Taking Special Projects to the Peak

Talent, rigorous reporting always make the difference

 

Carole Carmichael,  The Seattle Times

Carole Carmichael, The Seattle Times

They were powerful, painstaking journalistic packages. In the State of Washington, where a crucial decision loomed, The Seattle Times mobilized to explain, dispassionately and factually, a controversial ballot measure to roll back affirmative action in state schools and other public agencies. In South Carolina, where newly-arrived Latinos have reshaped a state largely untouched by immigration, reporter Patrick Butler of The (Columbia) State traced the roots of Mexican newcomers to their impoverished hometowns thousands of miles away and described how they had transported their dreams and culture. And at ABC’s “Nightline,” where the longtime series, “America in Black and White,” was born, correspondent Michel McQueen gave viewers not only the first network-level portrayal of racial profiling but also candidly explored “colorism”–the tendency of many whites as well as blacks to equate lighter skin with desirability and intelligence.

The three workshop honorees were cited for special projects that not only advanced the coverage of race and ethnicity but also shared some common traits: rigorous reporting, insight and depth, reliance on facts and exquisite story-telling. 

At The Seattle Times, the coverage of Initiative 200 began with a corporate culture that for years had promoted diverse voices in the newsroom and encouraged openness about race, said Carole Carmichael, assistant managing editor for features, who represented the paper. The culture included frequent staff discussions and reliance on a “diversity checklist” that, among other things, encouraged reporters to use varied sources and asked everyone to combat stereotypes in stories.

With that backdrop, the newspaper began its coverage of Initiative 200, the 1998 ballot measure that sought to effectively ban affirmative action for minorities and women in state and local public employment, public education, state colleges admission and public contracting. (The measure ultimately passed.)

Jane Amari, The (Wilmington) News Journal

Jane Amari, The (Wilmington) News Journal

Carmichael said the Times wanted to assess the initiative by using a “brainstorming” team of reporters and editors to look “hard and fast at the facts. We wanted the facts to lead us through that story.” To anchor coverage, the paper began with a series based on an exhaustive computerized study of employment patterns under affirmative action and then looked closely at public contracting and higher education. The paper also published an array of features, editorials, columns and letters to the editor.  

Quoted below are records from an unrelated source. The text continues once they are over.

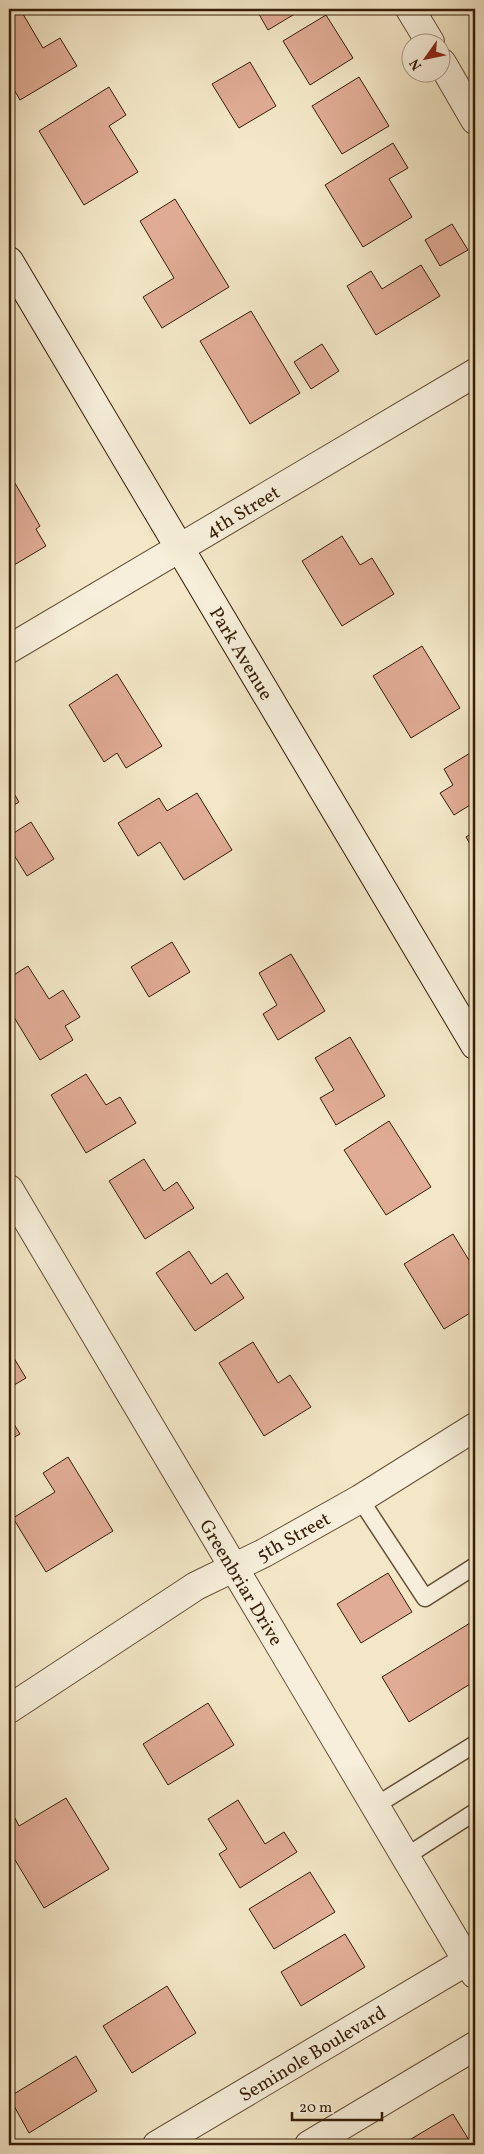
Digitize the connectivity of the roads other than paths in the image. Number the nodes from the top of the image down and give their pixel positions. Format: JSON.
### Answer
{"nodes":[{"id":1,"x":410,"y":9,"type":"edge"},
{"id":2,"x":424,"y":32,"type":"edge"},
{"id":3,"x":452,"y":80,"type":"edge"},
{"id":4,"x":475,"y":120,"type":"edge"},
{"id":5,"x":9,"y":261,"type":"edge"},
{"id":6,"x":475,"y":373,"type":"edge"},
{"id":7,"x":179,"y":548,"type":"junction"},
{"id":8,"x":9,"y":650,"type":"edge"},
{"id":9,"x":475,"y":1045,"type":"edge"},
{"id":10,"x":9,"y":1189,"type":"edge"},
{"id":11,"x":475,"y":1427,"type":"edge"},
{"id":12,"x":360,"y":1498,"type":"junction"},
{"id":13,"x":475,"y":1566,"type":"edge"},
{"id":14,"x":234,"y":1569,"type":"junction"},
{"id":15,"x":9,"y":1710,"type":"edge"},
{"id":16,"x":475,"y":1744,"type":"edge"},
{"id":17,"x":375,"y":1806,"type":"junction"},
{"id":18,"x":475,"y":1812,"type":"edge"},
{"id":19,"x":406,"y":1857,"type":"junction"},
{"id":20,"x":471,"y":1968,"type":"edge"},
{"id":21,"x":475,"y":2046,"type":"edge"},
{"id":22,"x":157,"y":2145,"type":"edge"},
{"id":23,"x":309,"y":2145,"type":"edge"}],
"edges":[{"from":1,"to":2,"type":"street"},
{"from":3,"to":4,"type":"street"},
{"from":5,"to":7,"type":"street","name":"Park Avenue"},
{"from":6,"to":7,"type":"street","name":"4th Street"},
{"from":7,"to":8,"type":"street","name":"4th Street"},
{"from":7,"to":9,"type":"street","name":"Park Avenue"},
{"from":10,"to":14,"type":"street","name":"Greenbriar Drive"},
{"from":11,"to":12,"type":"street","name":"5th Street"},
{"from":12,"to":13,"type":"lane"},
{"from":12,"to":14,"type":"street","name":"5th Street"},
{"from":14,"to":15,"type":"street","name":"5th Street"},
{"from":14,"to":17,"type":"street","name":"Greenbriar Drive"},
{"from":16,"to":17,"type":"lane"},
{"from":17,"to":19,"type":"street","name":"Greenbriar Drive"},
{"from":18,"to":19,"type":"lane"},
{"from":19,"to":20,"type":"street","name":"Greenbriar Drive"},
{"from":20,"to":22,"type":"street","name":"Seminole Boulevard"},
{"from":21,"to":23,"type":"street"}]}
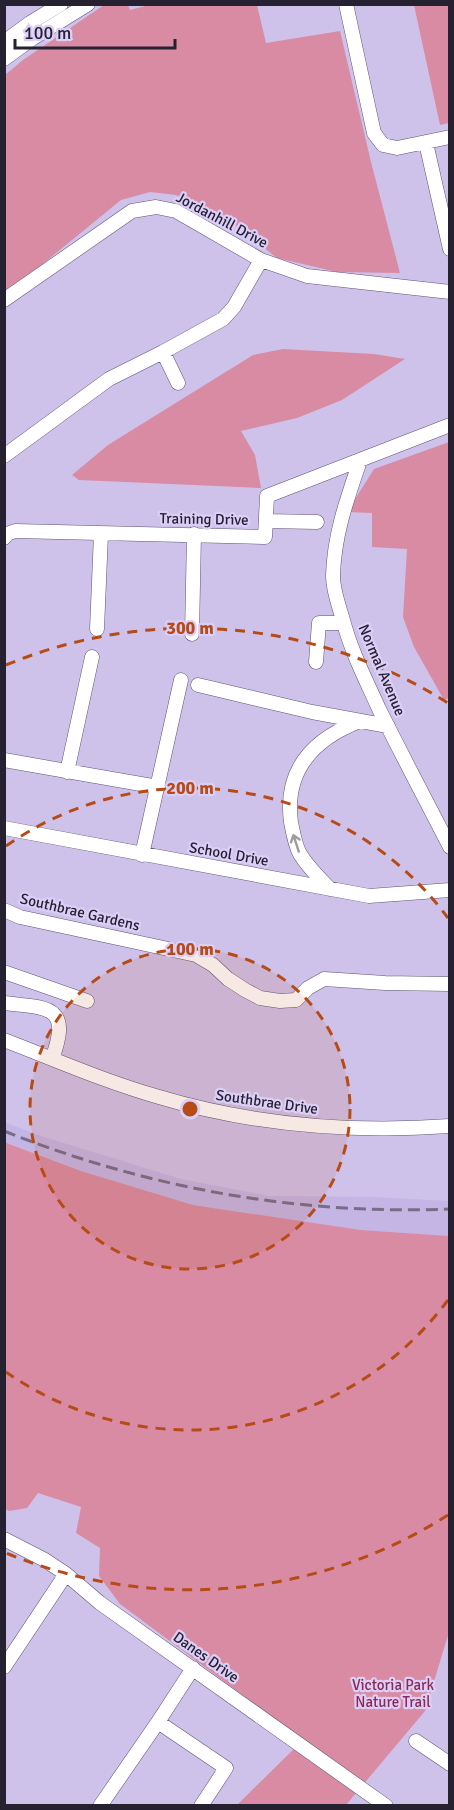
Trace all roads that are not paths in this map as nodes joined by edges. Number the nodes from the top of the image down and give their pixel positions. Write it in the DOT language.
graph roads {
  1 [pos="61,4"];
  2 [pos="88,4"];
  3 [pos="346,4"];
  4 [pos="4,42"];
  5 [pos="4,59"];
  6 [pos="450,137"];
  7 [pos="426,143"];
  8 [pos="450,249"];
  9 [pos="261,260"];
  10 [pos="450,292"];
  11 [pos="4,300"];
  12 [pos="163,352"];
  13 [pos="178,383"];
  14 [pos="450,425"];
  15 [pos="4,456"];
  16 [pos="360,461"];
  17 [pos="266,521"];
  18 [pos="317,522"];
  19 [pos="101,534"];
  20 [pos="195,534"];
  21 [pos="4,538"];
  22 [pos="344,623"];
  23 [pos="97,629"];
  24 [pos="192,634"];
  25 [pos="92,657"];
  26 [pos="316,662"];
  27 [pos="181,680"];
  28 [pos="198,685"];
  29 [pos="360,721"];
  30 [pos="388,726"];
  31 [pos="4,760"];
  32 [pos="67,772"];
  33 [pos="158,787"];
  34 [pos="4,828"];
  35 [pos="450,847"];
  36 [pos="142,855"];
  37 [pos="330,889"];
  38 [pos="450,890"];
  39 [pos="4,910"];
  40 [pos="4,972"];
  41 [pos="450,984"];
  42 [pos="87,1002"];
  43 [pos="4,1003"];
  44 [pos="4,1040"];
  45 [pos="52,1059"];
  46 [pos="450,1126"];
  47 [pos="4,1539"];
  48 [pos="66,1574"];
  49 [pos="4,1667"];
  50 [pos="193,1668"];
  51 [pos="158,1722"];
  52 [pos="416,1741"];
  53 [pos="450,1764"];
  54 [pos="381,1802"];
  55 [pos="100,1806"];
  56 [pos="201,1806"];
  1 -- 4 [label="street"];
  2 -- 5 [label="street"];
  3 -- 7 [label="street"];
  6 -- 7 [label="street"];
  7 -- 8 [label="street"];
  9 -- 10 [label="street, Jordanhill Drive"];
  9 -- 11 [label="street, Jordanhill Drive"];
  9 -- 12 [label="street"];
  12 -- 13 [label="street"];
  12 -- 15 [label="street"];
  14 -- 16 [label="street"];
  16 -- 17 [label="street, Training Drive"];
  16 -- 22 [label="street, Normal Avenue"];
  17 -- 18 [label="street"];
  17 -- 20 [label="street, Training Drive"];
  19 -- 20 [label="street, Training Drive"];
  19 -- 21 [label="street, Training Drive"];
  19 -- 23 [label="street"];
  20 -- 24 [label="street"];
  22 -- 26 [label="street"];
  22 -- 30 [label="street, Normal Avenue"];
  25 -- 32 [label="street"];
  27 -- 33 [label="street"];
  28 -- 29 [label="street"];
  29 -- 30 [label="street"];
  37 -- 29 [label="street, one-way"];
  30 -- 35 [label="street, Normal Avenue"];
  31 -- 32 [label="street"];
  32 -- 33 [label="street"];
  33 -- 36 [label="street"];
  34 -- 36 [label="street, School Drive"];
  36 -- 37 [label="street, School Drive"];
  37 -- 38 [label="street, School Drive"];
  39 -- 41 [label="street, Southbrae Gardens"];
  40 -- 42 [label="street"];
  43 -- 45 [label="street"];
  44 -- 45 [label="street, Southbrae Drive"];
  45 -- 46 [label="street, Southbrae Drive"];
  47 -- 48 [label="street, Danes Drive"];
  48 -- 49 [label="street"];
  48 -- 50 [label="street, Danes Drive"];
  50 -- 51 [label="street"];
  50 -- 54 [label="street, Danes Drive"];
  51 -- 55 [label="street"];
  51 -- 56 [label="street"];
  52 -- 53 [label="street"];
}
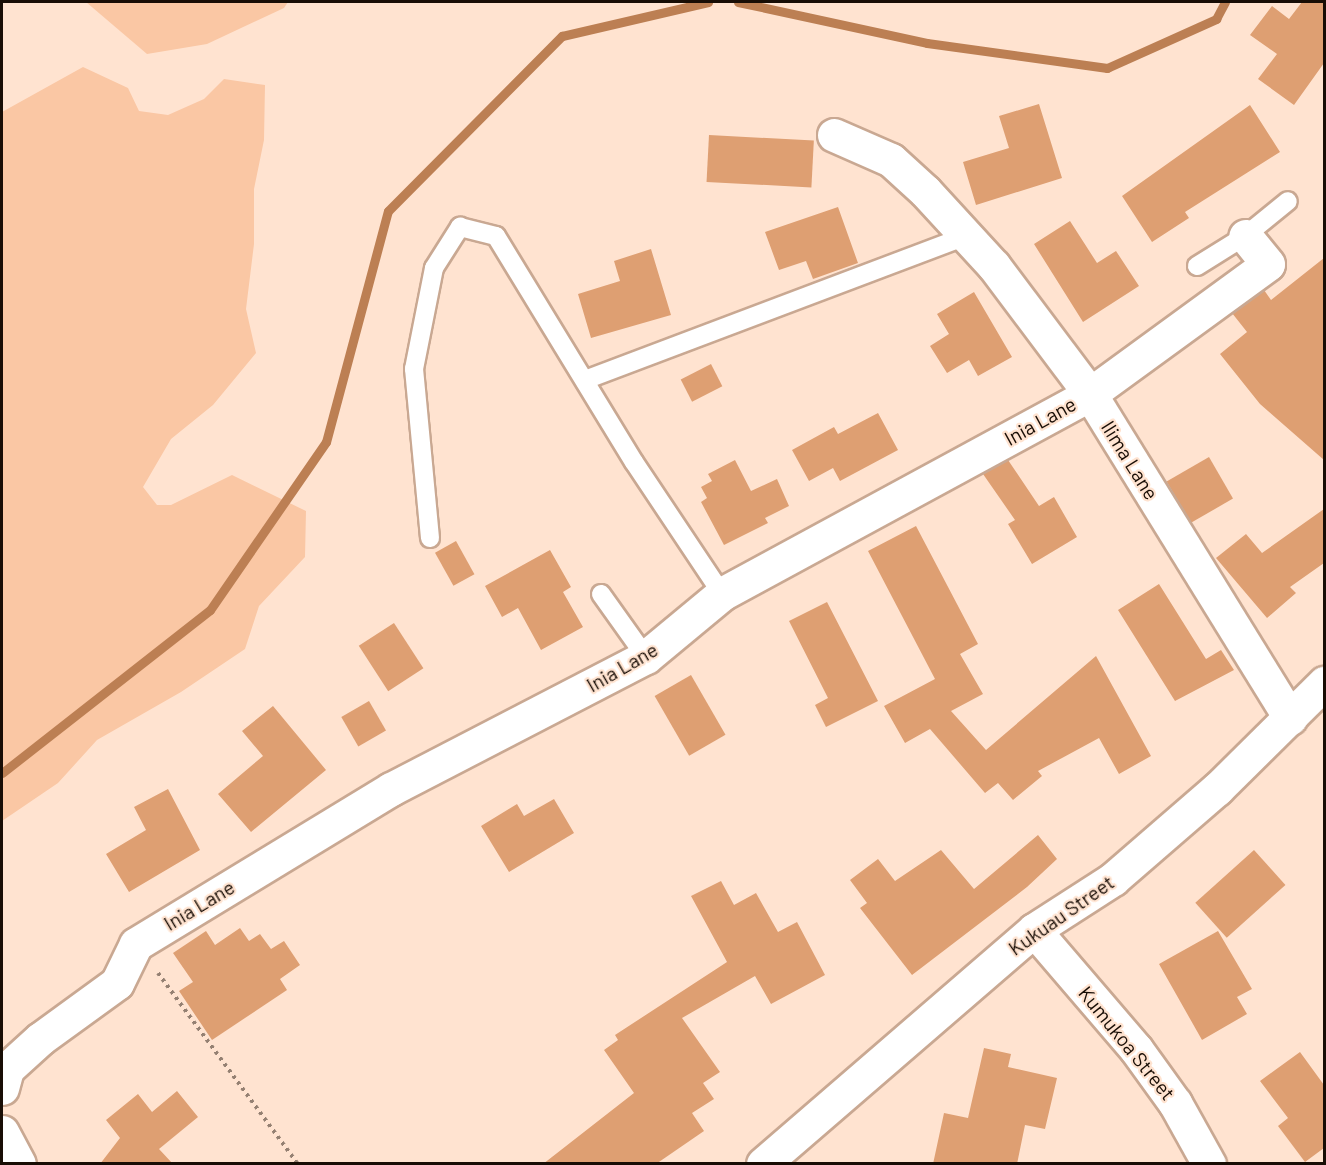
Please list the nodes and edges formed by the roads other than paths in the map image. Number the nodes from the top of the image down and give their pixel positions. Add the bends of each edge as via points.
1 (834, 135) dead end
2 (1288, 201) dead end
3 (967, 236) junction
4 (1245, 236) junction
5 (1197, 266) dead end
6 (585, 380) junction
7 (1090, 394) junction
8 (430, 538) dead end
9 (601, 594) dead end
10 (722, 594) junction
11 (646, 657) junction
12 (1324, 683) edge
13 (1290, 718) junction
14 (1034, 930) junction
15 (2, 1088) edge
16 (2, 1132) edge
17 (19, 1164) edge
18 (763, 1164) edge
19 (1209, 1164) edge

1 - 3 street, Ilima Lane via 891,160
2 - 4 lane
3 - 6 lane
3 - 7 street, Ilima Lane
4 - 5 lane
4 - 7 street, Inia Lane via 1268,264
6 - 8 lane via 496,236 460,227 434,268 414,369
6 - 10 lane
7 - 10 street, Inia Lane
7 - 13 street, Ilima Lane
9 - 11 lane
10 - 11 street, Inia Lane
11 - 15 street, Inia Lane via 391,789 136,944 117,983 40,1039 7,1069
12 - 13 street, Kukuau Street
13 - 14 street, Kukuau Street via 1217,789 1113,879
14 - 18 street, Kukuau Street
14 - 19 street, Kumukoa Street via 1136,1049 1175,1103
16 - 17 street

There also were some unusual twists to deal with. When the newspaper’s publisher, an ardent supporter of hiring and training programs for minority journalists, decided to place paid advertisements opposing the Initiative 200, the paper’s commitment to fair coverage was under extra scrutiny. Thus, Carmichael said, The Times treated the campaign ads like any other, subjecting them to stories about their truthfulness and accuracy.

Later, when it turned out that two reporters were officers in minority journalist organizations debating whether to hold a joint national convention in Seattle if Initiative 200 passed, the journalists’ roles were reviewed to guard against clouded credibility.  The paper determined that a conflict of interest did not exist.

Summing up the efforts of The Times, Carmichael emphasized its “very collaborative environment.” Week in and week out, she said, “we teach one another and we mentor another.”

For Pat Butler of The State, collaboration on his series “Migrant No More” was on a much smaller scale. At the 122,000-circulation daily, he was joined by only an editor and a photographer.  But the finished product was no less extraordinary.

In reporting the influx of Latino immigrants into his state, Butler depicted a town that had changed virtually overnight by the arrival of Mexican workers brought in to work at meat and poultry plants. He told the story of black and white South Carolinians, perplexed and sometimes hostile toward their new neighbors. He also immersed himself in the workplaces and homes of the newcomers before journeying back to their hometowns to show what they had left behind.

“Through this narrative and through these photos, we wanted to really get at the emotion,” he said. “We wanted people to feel what these people were going through and why they were coming here.”

To accomplish this, Butler, who is white and speaks Spanish, used intermediaries (he called them “tour guides”) to help him navigate through the immigrant community. He had to overcome the newcomers’ distrust of a white outsider while at the same time keeping his professional distance. As an example, Butler described how he took a Latino immigrant to an employment agency and watched as the man was confronted by a clerk who could only speak English. The clerk then handed the Latino worker a thick list of list of jobs that he could not read.

 “The temptation was for me to go down the list and point out jobs that he might be able to apply for,” Butler said, “but if I had done that how could I possibly write about the frustration of this man going into an unemployment office where no one can help him where he is desperate to find a job and feed a family?”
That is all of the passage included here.